[Saved data entries]
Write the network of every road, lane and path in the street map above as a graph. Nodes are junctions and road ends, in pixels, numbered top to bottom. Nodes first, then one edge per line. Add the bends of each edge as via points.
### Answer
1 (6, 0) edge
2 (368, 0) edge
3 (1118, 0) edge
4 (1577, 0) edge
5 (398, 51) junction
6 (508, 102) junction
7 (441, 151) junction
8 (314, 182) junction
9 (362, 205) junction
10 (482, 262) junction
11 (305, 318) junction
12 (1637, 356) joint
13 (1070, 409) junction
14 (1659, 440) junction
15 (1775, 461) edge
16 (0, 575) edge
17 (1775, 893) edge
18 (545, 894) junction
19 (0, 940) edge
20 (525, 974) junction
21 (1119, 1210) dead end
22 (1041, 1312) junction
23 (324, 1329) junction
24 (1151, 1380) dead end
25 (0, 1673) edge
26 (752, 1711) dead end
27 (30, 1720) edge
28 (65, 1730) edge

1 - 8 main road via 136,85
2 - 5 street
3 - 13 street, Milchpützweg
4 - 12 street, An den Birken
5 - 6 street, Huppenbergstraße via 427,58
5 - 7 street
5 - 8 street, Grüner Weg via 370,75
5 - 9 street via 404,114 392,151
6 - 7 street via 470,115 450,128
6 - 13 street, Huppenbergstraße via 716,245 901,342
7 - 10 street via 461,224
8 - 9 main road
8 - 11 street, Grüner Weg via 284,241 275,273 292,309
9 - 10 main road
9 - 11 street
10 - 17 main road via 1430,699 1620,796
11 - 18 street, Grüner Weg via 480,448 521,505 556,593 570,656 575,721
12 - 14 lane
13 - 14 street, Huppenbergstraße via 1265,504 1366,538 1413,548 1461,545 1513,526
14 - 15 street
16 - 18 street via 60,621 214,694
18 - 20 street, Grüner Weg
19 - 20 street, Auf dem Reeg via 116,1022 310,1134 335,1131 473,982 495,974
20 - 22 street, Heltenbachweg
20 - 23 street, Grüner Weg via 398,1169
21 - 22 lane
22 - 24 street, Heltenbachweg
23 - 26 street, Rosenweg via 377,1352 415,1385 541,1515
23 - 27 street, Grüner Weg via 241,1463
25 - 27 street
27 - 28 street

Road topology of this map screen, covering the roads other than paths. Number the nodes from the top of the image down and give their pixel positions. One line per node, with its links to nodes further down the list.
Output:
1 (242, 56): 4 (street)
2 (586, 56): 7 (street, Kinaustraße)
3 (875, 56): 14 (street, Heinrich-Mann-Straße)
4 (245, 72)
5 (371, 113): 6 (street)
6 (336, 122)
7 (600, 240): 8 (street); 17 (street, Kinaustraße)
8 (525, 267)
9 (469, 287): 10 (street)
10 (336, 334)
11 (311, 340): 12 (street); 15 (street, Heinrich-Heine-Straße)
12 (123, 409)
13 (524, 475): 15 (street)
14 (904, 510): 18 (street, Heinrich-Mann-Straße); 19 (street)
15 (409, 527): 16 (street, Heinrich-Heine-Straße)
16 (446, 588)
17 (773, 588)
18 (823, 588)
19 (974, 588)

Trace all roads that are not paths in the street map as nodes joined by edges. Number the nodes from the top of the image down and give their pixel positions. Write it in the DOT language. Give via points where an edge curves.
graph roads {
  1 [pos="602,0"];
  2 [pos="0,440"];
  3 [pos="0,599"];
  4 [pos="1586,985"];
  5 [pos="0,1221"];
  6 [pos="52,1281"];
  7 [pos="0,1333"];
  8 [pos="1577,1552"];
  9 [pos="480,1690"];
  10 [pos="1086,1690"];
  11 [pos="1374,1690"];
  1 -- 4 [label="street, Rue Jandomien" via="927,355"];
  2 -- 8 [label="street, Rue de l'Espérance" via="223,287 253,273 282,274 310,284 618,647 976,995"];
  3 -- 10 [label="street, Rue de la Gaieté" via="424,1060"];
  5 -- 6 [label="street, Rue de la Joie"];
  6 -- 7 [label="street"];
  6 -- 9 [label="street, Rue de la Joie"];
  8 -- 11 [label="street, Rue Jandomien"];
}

§ **Aim of the exercise**: What you give back should be exactly the lines of the entries above from the one containing "Trace all roads" to the end, and nothing more.

§ **Finished task**:
Trace all roads that are not paths in the street map as nodes joined by edges. Number the nodes from the top of the image down and give their pixel positions. Write it in the DOT language. Give via points where an edge curves.
graph roads {
  1 [pos="602,0"];
  2 [pos="0,440"];
  3 [pos="0,599"];
  4 [pos="1586,985"];
  5 [pos="0,1221"];
  6 [pos="52,1281"];
  7 [pos="0,1333"];
  8 [pos="1577,1552"];
  9 [pos="480,1690"];
  10 [pos="1086,1690"];
  11 [pos="1374,1690"];
  1 -- 4 [label="street, Rue Jandomien" via="927,355"];
  2 -- 8 [label="street, Rue de l'Espérance" via="223,287 253,273 282,274 310,284 618,647 976,995"];
  3 -- 10 [label="street, Rue de la Gaieté" via="424,1060"];
  5 -- 6 [label="street, Rue de la Joie"];
  6 -- 7 [label="street"];
  6 -- 9 [label="street, Rue de la Joie"];
  8 -- 11 [label="street, Rue Jandomien"];
}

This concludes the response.